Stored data
-*-*-
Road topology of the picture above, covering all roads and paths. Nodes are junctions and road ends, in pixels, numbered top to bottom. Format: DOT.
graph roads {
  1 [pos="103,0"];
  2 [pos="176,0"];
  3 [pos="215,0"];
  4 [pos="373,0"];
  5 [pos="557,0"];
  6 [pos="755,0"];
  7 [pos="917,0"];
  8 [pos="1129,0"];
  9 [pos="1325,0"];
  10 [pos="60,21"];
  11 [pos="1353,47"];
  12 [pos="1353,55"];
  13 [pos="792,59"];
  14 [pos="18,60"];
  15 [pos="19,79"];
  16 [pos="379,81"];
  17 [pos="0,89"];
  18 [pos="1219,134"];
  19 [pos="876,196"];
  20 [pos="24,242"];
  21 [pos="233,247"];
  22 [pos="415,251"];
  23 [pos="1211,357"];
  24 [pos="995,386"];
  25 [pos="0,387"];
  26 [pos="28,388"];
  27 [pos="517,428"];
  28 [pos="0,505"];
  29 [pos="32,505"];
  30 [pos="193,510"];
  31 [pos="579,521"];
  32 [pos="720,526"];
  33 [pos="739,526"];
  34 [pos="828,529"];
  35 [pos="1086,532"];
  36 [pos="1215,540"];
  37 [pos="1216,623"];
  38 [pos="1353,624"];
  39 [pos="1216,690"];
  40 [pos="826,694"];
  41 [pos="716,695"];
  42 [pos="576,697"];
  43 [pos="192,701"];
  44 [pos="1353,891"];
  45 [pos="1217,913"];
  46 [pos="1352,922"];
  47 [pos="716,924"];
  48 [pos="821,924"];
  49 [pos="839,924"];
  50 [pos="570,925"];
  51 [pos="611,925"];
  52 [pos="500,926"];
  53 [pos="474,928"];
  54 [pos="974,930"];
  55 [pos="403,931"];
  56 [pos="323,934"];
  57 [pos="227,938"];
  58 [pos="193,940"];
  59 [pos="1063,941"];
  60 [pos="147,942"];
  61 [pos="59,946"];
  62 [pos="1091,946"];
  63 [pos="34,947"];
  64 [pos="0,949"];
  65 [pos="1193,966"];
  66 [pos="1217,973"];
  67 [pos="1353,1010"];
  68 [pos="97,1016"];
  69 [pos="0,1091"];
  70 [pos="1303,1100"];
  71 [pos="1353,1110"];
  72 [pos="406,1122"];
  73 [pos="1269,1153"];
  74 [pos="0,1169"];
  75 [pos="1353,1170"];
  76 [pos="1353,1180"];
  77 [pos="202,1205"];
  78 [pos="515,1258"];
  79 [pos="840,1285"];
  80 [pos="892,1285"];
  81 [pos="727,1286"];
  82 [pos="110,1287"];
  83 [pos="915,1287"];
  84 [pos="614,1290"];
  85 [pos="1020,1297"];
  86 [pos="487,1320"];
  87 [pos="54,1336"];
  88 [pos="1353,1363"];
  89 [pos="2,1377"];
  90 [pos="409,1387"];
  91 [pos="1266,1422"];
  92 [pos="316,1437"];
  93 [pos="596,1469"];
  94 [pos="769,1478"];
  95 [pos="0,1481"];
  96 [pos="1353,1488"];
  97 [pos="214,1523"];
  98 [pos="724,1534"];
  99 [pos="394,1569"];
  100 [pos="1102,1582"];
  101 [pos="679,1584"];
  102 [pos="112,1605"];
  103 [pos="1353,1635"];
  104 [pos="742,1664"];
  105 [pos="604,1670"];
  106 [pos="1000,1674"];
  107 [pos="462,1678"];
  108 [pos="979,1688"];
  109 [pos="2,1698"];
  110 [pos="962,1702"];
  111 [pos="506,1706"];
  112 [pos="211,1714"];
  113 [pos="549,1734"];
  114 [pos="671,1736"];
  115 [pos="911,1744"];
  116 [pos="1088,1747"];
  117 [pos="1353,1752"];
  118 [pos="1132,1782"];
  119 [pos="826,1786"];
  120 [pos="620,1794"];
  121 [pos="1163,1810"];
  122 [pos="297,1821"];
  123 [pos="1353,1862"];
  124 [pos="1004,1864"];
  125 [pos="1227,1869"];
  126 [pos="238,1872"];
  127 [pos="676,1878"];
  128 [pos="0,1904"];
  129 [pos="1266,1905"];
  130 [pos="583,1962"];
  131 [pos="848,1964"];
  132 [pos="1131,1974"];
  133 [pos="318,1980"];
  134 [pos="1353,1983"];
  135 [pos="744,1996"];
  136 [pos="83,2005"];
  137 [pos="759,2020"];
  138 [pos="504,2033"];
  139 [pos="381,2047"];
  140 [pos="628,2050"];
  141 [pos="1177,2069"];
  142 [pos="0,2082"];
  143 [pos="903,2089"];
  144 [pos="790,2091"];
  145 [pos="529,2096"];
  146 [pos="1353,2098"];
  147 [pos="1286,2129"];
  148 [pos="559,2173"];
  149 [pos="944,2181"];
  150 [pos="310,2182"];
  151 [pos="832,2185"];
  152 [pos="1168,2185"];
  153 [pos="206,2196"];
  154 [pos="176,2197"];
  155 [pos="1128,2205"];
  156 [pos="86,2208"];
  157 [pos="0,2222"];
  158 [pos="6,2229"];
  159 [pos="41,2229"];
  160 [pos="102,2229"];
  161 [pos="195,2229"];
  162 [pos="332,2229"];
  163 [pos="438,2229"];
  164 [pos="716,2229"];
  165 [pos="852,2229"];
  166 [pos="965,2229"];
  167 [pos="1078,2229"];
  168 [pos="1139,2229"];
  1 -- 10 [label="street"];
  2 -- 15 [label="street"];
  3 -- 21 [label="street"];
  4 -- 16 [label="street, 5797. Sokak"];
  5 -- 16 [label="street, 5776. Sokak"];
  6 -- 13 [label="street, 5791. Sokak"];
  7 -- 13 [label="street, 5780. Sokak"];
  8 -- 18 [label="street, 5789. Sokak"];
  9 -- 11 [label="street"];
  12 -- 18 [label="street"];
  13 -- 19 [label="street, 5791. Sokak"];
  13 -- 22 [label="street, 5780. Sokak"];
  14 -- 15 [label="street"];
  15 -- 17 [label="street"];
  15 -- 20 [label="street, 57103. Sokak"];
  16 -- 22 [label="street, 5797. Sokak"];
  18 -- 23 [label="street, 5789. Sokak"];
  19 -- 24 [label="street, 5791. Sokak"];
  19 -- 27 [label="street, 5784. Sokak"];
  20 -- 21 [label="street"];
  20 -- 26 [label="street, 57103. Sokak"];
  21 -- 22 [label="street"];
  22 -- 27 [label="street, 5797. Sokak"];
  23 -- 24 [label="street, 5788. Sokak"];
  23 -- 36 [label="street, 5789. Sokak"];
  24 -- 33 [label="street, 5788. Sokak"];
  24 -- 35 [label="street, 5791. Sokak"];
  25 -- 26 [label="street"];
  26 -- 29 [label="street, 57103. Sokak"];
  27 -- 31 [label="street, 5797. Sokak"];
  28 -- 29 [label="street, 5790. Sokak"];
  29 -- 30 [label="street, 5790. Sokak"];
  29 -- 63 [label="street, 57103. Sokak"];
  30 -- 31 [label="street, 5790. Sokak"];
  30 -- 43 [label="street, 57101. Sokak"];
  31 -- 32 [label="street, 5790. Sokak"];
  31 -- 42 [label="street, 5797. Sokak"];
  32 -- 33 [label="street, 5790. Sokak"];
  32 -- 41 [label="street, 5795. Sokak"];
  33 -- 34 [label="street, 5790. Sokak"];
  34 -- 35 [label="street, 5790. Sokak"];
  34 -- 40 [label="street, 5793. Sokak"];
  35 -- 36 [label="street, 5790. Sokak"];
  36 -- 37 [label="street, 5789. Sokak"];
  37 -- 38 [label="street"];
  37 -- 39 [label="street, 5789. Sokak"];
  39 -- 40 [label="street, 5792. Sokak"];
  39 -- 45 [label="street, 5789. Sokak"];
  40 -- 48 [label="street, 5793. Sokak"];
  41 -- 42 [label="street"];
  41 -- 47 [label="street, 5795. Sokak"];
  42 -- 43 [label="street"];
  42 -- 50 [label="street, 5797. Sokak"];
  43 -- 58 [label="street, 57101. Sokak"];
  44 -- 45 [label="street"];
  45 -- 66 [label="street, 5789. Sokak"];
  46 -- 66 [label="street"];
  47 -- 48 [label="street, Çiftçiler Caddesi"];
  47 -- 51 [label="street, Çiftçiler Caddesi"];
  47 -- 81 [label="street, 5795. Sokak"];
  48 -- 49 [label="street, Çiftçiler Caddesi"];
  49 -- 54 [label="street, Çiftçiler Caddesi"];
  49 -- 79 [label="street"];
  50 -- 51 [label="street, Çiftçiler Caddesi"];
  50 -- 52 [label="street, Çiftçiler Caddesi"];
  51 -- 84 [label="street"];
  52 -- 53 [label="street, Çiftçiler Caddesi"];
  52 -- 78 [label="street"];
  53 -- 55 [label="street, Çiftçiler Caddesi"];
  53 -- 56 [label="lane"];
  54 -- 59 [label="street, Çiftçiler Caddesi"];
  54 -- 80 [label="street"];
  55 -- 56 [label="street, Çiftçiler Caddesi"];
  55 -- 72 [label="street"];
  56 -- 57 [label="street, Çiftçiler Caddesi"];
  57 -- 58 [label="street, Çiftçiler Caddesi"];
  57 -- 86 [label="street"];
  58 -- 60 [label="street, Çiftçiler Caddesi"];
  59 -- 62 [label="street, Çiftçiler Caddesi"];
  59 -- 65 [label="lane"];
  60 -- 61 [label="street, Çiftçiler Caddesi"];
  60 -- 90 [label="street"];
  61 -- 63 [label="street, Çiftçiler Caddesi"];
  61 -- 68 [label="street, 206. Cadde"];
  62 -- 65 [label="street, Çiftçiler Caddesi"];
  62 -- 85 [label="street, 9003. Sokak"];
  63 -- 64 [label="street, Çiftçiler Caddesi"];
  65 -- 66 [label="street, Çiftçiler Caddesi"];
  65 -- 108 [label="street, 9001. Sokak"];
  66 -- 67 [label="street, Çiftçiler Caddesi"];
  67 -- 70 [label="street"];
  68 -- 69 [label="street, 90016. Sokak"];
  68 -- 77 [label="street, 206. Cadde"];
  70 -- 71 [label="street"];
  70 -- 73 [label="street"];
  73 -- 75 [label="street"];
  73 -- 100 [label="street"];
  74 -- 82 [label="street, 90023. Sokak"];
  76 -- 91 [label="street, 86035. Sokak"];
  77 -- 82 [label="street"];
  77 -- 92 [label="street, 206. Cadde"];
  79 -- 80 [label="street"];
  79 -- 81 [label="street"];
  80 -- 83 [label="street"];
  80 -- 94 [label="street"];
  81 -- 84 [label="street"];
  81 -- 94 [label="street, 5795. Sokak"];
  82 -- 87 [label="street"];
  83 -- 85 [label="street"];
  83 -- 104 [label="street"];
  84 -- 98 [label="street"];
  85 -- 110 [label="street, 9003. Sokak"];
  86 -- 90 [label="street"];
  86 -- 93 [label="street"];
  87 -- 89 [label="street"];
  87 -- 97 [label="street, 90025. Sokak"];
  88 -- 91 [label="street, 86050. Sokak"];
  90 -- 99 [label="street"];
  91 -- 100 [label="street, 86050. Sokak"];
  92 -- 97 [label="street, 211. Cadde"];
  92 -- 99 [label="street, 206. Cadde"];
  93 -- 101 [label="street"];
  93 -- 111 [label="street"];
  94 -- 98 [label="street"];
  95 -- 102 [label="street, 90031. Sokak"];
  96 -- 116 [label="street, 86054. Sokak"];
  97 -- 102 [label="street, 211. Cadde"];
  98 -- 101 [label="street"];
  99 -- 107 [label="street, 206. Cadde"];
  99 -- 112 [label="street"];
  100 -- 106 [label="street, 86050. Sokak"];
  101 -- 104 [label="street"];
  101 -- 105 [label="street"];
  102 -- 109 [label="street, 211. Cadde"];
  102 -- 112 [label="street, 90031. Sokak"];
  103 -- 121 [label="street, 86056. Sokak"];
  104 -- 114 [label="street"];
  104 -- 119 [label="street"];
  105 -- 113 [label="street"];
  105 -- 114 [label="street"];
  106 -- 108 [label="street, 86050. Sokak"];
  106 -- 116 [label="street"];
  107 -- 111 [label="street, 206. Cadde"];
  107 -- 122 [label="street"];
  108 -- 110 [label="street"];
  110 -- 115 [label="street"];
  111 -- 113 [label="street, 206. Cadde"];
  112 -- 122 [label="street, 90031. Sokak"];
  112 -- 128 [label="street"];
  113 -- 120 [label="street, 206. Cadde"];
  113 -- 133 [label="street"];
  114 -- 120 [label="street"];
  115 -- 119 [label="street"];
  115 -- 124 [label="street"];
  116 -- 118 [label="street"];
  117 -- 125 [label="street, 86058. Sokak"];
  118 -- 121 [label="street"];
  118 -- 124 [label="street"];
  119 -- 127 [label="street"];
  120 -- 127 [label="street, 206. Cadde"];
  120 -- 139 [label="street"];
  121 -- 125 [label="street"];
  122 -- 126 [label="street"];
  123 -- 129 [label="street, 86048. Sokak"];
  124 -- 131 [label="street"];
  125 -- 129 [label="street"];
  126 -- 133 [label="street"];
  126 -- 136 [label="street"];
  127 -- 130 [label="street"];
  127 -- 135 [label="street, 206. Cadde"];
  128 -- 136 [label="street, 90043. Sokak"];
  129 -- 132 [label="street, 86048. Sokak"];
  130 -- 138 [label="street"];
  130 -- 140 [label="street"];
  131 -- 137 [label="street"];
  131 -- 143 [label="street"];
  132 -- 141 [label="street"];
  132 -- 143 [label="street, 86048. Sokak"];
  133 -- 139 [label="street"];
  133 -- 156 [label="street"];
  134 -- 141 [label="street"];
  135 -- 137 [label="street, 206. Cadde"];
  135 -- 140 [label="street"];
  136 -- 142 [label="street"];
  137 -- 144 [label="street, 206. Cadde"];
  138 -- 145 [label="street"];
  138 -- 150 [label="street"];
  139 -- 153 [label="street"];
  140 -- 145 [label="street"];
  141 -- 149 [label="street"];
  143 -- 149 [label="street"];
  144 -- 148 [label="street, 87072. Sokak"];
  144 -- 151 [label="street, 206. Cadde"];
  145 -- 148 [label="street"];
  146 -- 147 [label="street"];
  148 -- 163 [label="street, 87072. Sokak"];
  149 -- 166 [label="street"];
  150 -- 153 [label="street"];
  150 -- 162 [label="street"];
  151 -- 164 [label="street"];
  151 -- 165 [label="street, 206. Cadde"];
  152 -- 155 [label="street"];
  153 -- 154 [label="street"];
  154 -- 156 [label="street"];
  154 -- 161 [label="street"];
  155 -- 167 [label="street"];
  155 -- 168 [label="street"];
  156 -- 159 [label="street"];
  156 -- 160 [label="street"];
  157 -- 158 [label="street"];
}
-*-*-
● **Exercise goal**
Look through the entries and return every line where "roads" appears.

● **Solution**
Road topology of the picture above, covering all roads and paths. Nodes are junctions and road ends, in pixels, numbered top to bottom. Format: DOT.
graph roads {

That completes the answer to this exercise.